Minimizing Seclusion and Restraint on Seniors Units

Minimizing Seclusion and Restraint on Seniors Units

Seniors present a unique set of challenges. Hear from Staff in the Seniors program as they share their thoughts on minimizing the use of seclusion and restraint in this patient population.

This video was used at the 2011 Thought Leadership Forum

Text Transcript

Seniors present a unique set of challenges. Hear from staff in the seniors program as they share their thoughts about minimizing the use of seclusion and restraint in this patient population.

Dr. Ilan Fishler:
Traditionally, with the younger population, or with a population that doesn’t have memory impairment, they can communicate with you what their needs are. But, in the senior population that has significant memory impairment that information has to be gained through other methods. So that’s the biggest challenge. I think the most important thing is to do a really, very comprehensive diagnostic psychosocial assessment and treatment planning, with a full interprofessional team. Most restraint and seclusion is used as a result of not adequately preparing for potential future behaviours based on patients presenting difficulties.
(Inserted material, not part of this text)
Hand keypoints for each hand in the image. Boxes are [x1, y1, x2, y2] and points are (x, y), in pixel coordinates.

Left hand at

So, if you think about what is contributing to a patient’s distress and address it through, with a bio-psychosocial treatment approach. The pharmacologic and un-pharmacologic treatment strategies. That should really reduce the need to use restraint and seclusion as much as possible.
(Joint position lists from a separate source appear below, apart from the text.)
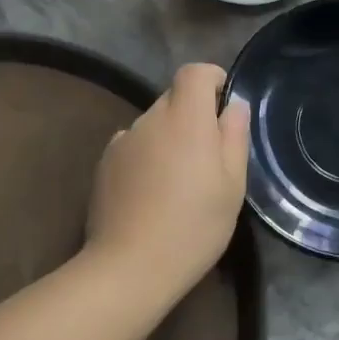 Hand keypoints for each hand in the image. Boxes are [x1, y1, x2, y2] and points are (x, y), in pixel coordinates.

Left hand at [85, 63, 250, 293]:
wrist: (129, 267)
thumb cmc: (193, 225)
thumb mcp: (232, 185)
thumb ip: (234, 136)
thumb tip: (234, 106)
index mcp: (185, 118)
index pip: (194, 72)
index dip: (212, 79)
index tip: (224, 105)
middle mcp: (150, 119)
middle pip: (174, 98)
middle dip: (193, 114)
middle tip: (208, 155)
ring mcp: (122, 141)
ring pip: (153, 124)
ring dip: (169, 138)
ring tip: (179, 180)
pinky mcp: (104, 164)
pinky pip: (133, 146)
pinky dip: (147, 156)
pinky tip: (152, 193)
Nazir Hussain – Social Worker:
So sometimes, out of fear, out of frustration, they may manifest some sign of anger and aggression. I always look for what caused that aggression because apparent symptoms that are not produced automatically, they are a result of something deeper. I always try to find the cause and one side is anger, the other side is what can soothe that person, what can help that person stay calm and think about something positive

Nina Tzambezis – Registered Nurse:
Some of the things that we’ve done as far as minimizing the restraints is we have put high-low beds on the units for most of the patients. So, what that means is, the beds are situated closer to the floor so they have that ability to get out of the bed if they want to and they’re not restrained to the bed. We have areas that they are able to roam within the unit. We will give them food, fluids, distract them, walk with them, talk with them, do a one-to-one on them, that sort of thing. As long as you can pin point where the aggression is coming from or if you can see that they’re getting agitated, you will try to find ways to defuse them before they get too aggressive. It can be very challenging, physically and emotionally. From day to day it’s very physical care. You do get somewhat emotionally involved because, especially for some of us, who are here on a daily basis, it can be very wearing. We work well as a team. You know, it’s good to see, we all talk it out, we all share our views, not everybody agrees all the time but we all discuss what we think is right for the patient and you will have a difference in opinion but everybody’s opinion is heard and it’s all validated and appreciated by everybody.

Dr. Ilan Fishler:
I’m going to tell you a little bit about a patient, which really impacted me deeply. He was a relatively young man for our unit, in his seventies, with frontal temporal dementia. He was also a French man and a holocaust survivor who had been transferred from another hospital because he was profoundly aggressive in the course of his dementia. Actually, at the other hospital, it would be typically, six security guards would have to go and hold him down so that nurses could provide care for him because he was incapable of doing it himself, providing the care to himself. For a holocaust survivor, you can imagine how traumatic that would be. Through our careful assessment we were able to see that as being a manifestation of various severe depression on top of the dementia from which he was suffering. Through the use of ECT he actually had a very quick recovery and was eating again and was engaged with other people. We didn’t require, although initially he required wrist to waist restraints to facilitate the provision of care, you know, in a very short period of time, we were able to get to the point where only one staff was providing care and he was again in a trusting environment and obviously wasn’t frightened or threatened by it and it was a very positive outcome.